Stored items
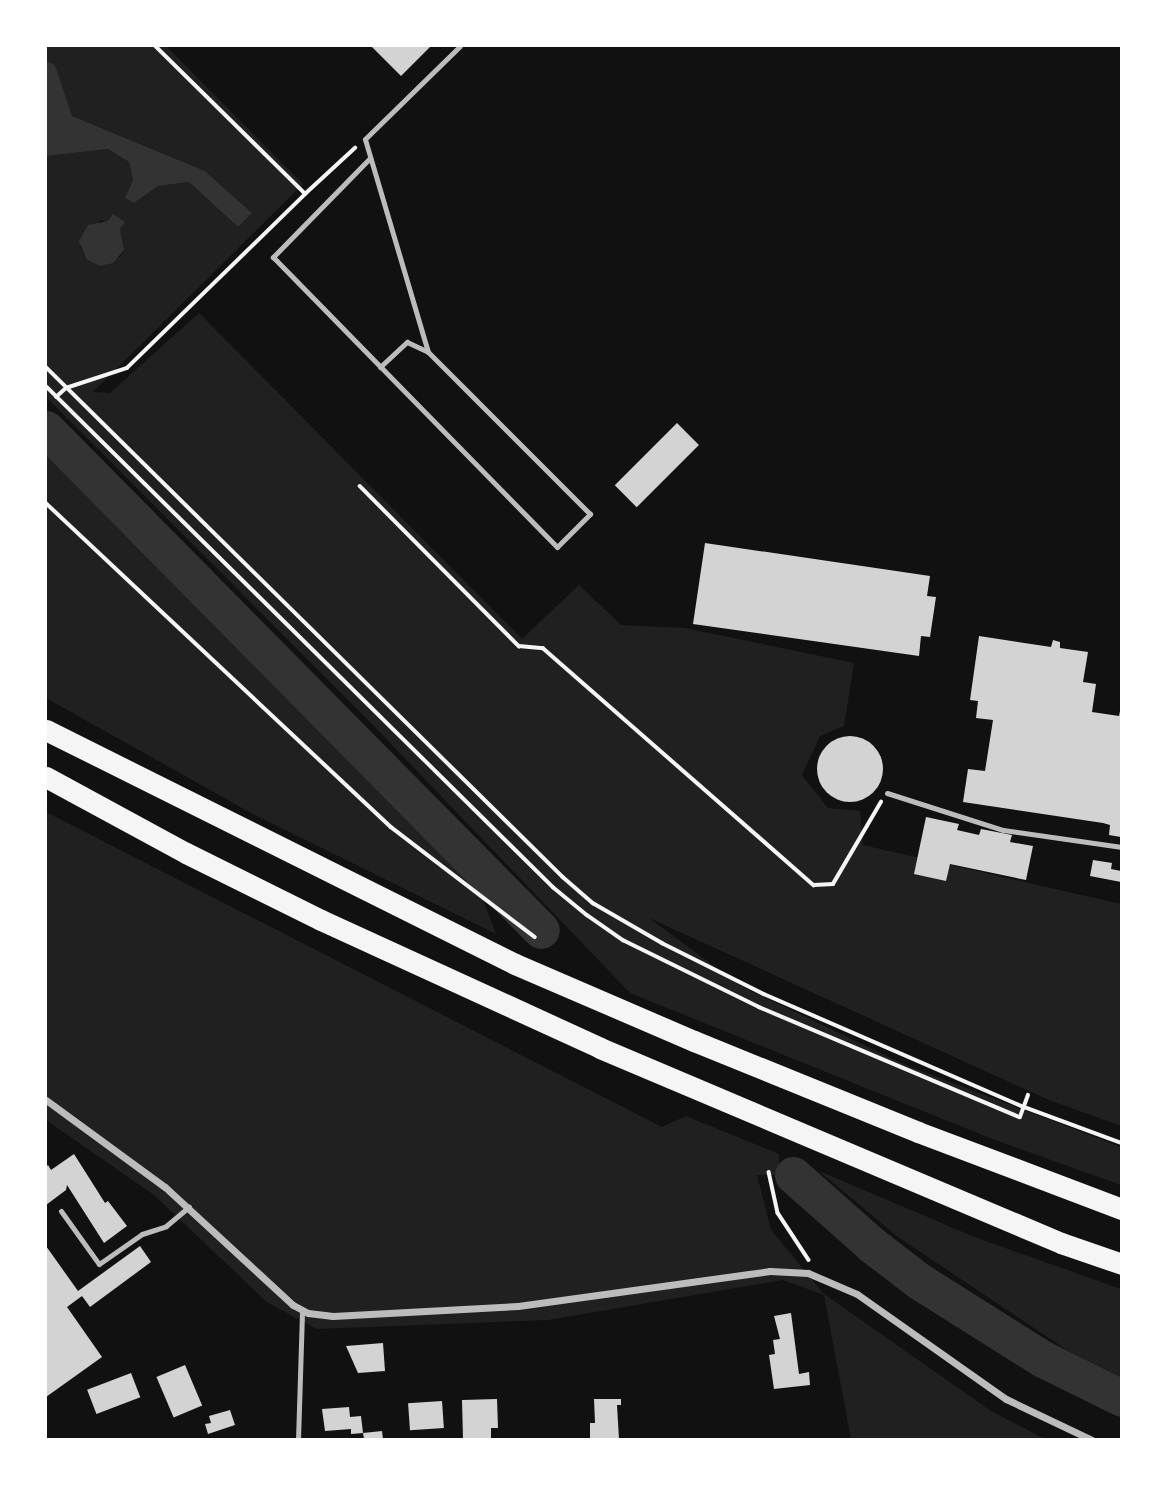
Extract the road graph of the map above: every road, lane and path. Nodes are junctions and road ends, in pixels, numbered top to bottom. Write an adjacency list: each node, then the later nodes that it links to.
1 (155, 46): 5 (path)
2 (460, 46): 3 (lane)
3 (365, 139): 4 (lane); 5 (path)
4 (370, 158): 6 (lane); 8 (lane)
5 (305, 194): 10 (path)
6 (428, 352): 8 (lane); 8 (lane)
7 (46, 367): 10 (path)
8 (380, 367)
9 (46, 386): 11 (path)
10 (66, 388): 11 (path); 21 (path)
11 (57, 397): 21 (path)
12 (360, 486): 16 (path)
13 (46, 503): 18 (path)
14 (46, 727): 25 (highway)
15 (46, 777): 27 (highway)
16 (887, 793): 17 (lane)
17 (1122, 847)
18 (535, 937)
19 (1028, 1095): 21 (path)
20 (46, 1100): 24 (street)
21 (1024, 1107): 22 (path)
22 (1122, 1143)
23 (769, 1172): 28 (path)
24 (188, 1207): 26 (lane); 29 (street)
25 (1122, 1209)
26 (61, 1210)
27 (1122, 1264)
28 (820, 1276): 29 (street); 31 (street)
29 (302, 1311): 30 (lane)
30 (299, 1440)
31 (1092, 1440)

§ **WORK REQUEST**: From the first line to the last, please copy the data exactly, with the pictures left out.

§ **SOLUTION TO THIS PROBLEM**:
Extract the road graph of the map above: every road, lane and path. Nodes are junctions and road ends, in pixels, numbered top to bottom. Write an adjacency list: each node, then the later nodes that it links to.
1 (155, 46): 5 (path)
2 (460, 46): 3 (lane)
3 (365, 139): 4 (lane); 5 (path)
4 (370, 158): 6 (lane); 8 (lane)
5 (305, 194): 10 (path)
6 (428, 352): 8 (lane); 8 (lane)
7 (46, 367): 10 (path)
8 (380, 367)
9 (46, 386): 11 (path)
10 (66, 388): 11 (path); 21 (path)
11 (57, 397): 21 (path)
12 (360, 486): 16 (path)
13 (46, 503): 18 (path)
14 (46, 727): 25 (highway)
15 (46, 777): 27 (highway)
16 (887, 793): 17 (lane)
17 (1122, 847)
18 (535, 937)
19 (1028, 1095): 21 (path)
20 (46, 1100): 24 (street)
21 (1024, 1107): 22 (path)
22 (1122, 1143)
23 (769, 1172): 28 (path)
24 (188, 1207): 26 (lane); 29 (street)
25 (1122, 1209)
26 (61, 1210)
27 (1122, 1264)
28 (820, 1276): 29 (street); 31 (street)
29 (302, 1311): 30 (lane)
30 (299, 1440)
31 (1092, 1440)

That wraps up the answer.